AN ELDER ON THE ECUMENICAL WAY

— By Archbishop Job of Telmessos

On 1st June, the Ecumenical Patriarchate has lost a prominent hierarch, gifted with a sense of ethics and trained by high education. On that day, the Ecumenical Movement mourned the loss of a devoted ecumenist who will be greatly missed. On that day, Metropolitan Gennadios of Sassima fell peacefully asleep in the Lord after having fought illness over several months.

He was only 17 years old when he engaged on his ecumenical pilgrimage, serving as a steward the 4th Assembly of the World Council of Churches (WCC) in Uppsala in 1968. After his studies in theology at Saint Sergius Theological Institute in Paris, he became a staff member of the Faith and Order secretariat in Geneva in which he served from 1983 until 1993. Later, in 1998, he became a member of the Commission on Faith and Order and was subsequently elected as its vice-moderator.

This brought him a great experience and skills in ecumenism. He especially knew how to combine a strong commitment for the promotion of Christian unity and the faithful witness of the Orthodox faith. This later contributed to his election to the WCC central and executive committees where he served for a number of years, first as a member and ultimately as vice-moderator, showing himself as a person of respect, integrity and leadership, with the charisma of holding together people with opposite views during debates.
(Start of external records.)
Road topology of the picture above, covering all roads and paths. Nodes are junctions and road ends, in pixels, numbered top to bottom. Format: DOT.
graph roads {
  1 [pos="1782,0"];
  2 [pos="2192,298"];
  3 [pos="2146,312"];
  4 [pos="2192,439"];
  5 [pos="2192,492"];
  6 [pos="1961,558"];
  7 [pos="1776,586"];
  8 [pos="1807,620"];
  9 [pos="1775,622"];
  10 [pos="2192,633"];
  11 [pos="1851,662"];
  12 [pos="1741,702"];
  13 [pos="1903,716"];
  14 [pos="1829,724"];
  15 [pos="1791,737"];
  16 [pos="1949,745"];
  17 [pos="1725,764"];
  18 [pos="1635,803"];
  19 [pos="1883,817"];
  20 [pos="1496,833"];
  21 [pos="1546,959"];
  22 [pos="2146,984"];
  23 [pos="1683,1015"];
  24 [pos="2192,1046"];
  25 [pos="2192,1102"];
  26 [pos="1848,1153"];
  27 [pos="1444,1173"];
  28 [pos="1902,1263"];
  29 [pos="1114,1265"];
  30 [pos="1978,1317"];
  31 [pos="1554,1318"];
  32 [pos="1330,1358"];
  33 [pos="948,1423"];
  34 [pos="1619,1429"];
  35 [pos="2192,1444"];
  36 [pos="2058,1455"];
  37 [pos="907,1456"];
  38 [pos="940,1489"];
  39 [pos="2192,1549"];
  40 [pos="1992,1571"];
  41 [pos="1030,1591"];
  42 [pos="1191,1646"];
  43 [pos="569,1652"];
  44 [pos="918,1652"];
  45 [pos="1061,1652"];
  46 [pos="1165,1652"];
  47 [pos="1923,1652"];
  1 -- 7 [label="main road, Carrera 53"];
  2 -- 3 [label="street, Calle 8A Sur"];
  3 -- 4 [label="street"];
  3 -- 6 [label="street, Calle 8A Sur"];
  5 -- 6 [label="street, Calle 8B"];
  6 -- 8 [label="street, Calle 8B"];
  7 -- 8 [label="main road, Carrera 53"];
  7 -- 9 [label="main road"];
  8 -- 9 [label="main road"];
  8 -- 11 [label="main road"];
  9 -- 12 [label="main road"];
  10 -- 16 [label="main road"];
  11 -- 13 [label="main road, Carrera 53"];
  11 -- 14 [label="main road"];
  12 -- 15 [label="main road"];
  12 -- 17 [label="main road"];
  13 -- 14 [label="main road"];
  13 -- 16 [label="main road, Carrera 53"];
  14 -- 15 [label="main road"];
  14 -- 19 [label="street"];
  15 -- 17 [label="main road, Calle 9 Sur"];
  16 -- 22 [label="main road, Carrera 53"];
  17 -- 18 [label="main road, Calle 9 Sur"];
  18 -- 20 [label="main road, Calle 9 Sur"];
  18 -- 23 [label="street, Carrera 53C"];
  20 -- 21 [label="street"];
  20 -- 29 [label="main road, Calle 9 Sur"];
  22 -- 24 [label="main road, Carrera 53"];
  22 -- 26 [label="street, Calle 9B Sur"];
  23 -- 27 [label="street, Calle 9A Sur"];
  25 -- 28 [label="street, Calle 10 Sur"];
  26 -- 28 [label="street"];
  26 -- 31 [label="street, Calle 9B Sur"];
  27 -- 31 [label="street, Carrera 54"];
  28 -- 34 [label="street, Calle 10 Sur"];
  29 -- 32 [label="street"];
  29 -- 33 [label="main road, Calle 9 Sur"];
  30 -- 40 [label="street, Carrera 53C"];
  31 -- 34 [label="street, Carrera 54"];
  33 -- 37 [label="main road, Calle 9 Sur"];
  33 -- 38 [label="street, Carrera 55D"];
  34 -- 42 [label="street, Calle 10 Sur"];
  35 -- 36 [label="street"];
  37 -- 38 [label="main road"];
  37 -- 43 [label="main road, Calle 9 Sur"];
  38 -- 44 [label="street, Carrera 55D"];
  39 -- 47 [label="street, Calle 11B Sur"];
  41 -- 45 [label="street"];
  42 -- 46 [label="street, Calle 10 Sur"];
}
He always welcomed young ecumenists, making them feel welcome and sharing with them his personal experience. I first met him in 2003 at the Monastery of the Life-giving Spring in Istanbul, one of the most ancient churches of Constantinople, of which he was in charge, and where several Ecumenical Patriarchs have been buried. There, the tomb of another great ecumenist, Ecumenical Patriarch Athenagoras, is found. At that time, I had just finished my doctoral thesis at the Orthodox Theological Institute in Paris, and I came to visit the monastery with other Orthodox students on a pilgrimage organized by SYNDESMOS, the Orthodox Youth Fellowship. I remember the wonderful meal he hosted for us in a paternal way and the lively discussion we had with him. Among many other topics, he then shared with me his memories as a student at Saint Sergius in Paris.

Three years later, our paths crossed again in Porto Alegre, at the 9th Assembly of the WCC where he headed the delegation of the Ecumenical Patriarchate, of which I was a member. I treasure in my library his book Orthodox Visions of Ecumenism, which he then dedicated to me in this way: “Be always faithful to your diakonia and to your Holy Church of Constantinople, in particular to His All-Holiness the Ecumenical Patriarch Bartholomew. Bon courage for your ecumenical beginning”.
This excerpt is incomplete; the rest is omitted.